WHAT IS BEING ASKED: Report back every line from the entries below in which the word "index" occurs.

RECORDS TO PROCESS:

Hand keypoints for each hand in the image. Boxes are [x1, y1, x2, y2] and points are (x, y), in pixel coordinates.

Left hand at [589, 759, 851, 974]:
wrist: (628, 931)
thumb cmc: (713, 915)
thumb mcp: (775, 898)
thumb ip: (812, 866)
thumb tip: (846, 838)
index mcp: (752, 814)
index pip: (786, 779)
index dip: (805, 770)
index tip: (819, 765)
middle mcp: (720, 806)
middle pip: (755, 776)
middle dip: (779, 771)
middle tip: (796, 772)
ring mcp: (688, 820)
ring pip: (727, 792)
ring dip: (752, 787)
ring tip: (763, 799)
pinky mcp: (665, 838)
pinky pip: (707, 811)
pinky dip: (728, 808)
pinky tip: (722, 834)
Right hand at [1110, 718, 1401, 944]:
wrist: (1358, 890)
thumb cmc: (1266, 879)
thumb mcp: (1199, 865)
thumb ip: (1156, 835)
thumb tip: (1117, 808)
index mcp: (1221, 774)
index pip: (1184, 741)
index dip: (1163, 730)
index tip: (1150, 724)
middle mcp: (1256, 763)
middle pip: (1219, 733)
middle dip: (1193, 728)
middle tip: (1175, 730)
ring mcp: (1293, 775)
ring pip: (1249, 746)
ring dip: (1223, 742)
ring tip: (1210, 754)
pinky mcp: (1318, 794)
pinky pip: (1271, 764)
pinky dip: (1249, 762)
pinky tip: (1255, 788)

EXERCISE SOLUTION:
index mcp: (752, 814)
index pip: (786, 779)
index dip: (805, 770)
index tip: (819, 765)
index mcp: (1221, 774)
index pip: (1184, 741)
index dip: (1163, 730)
index tip: (1150, 724)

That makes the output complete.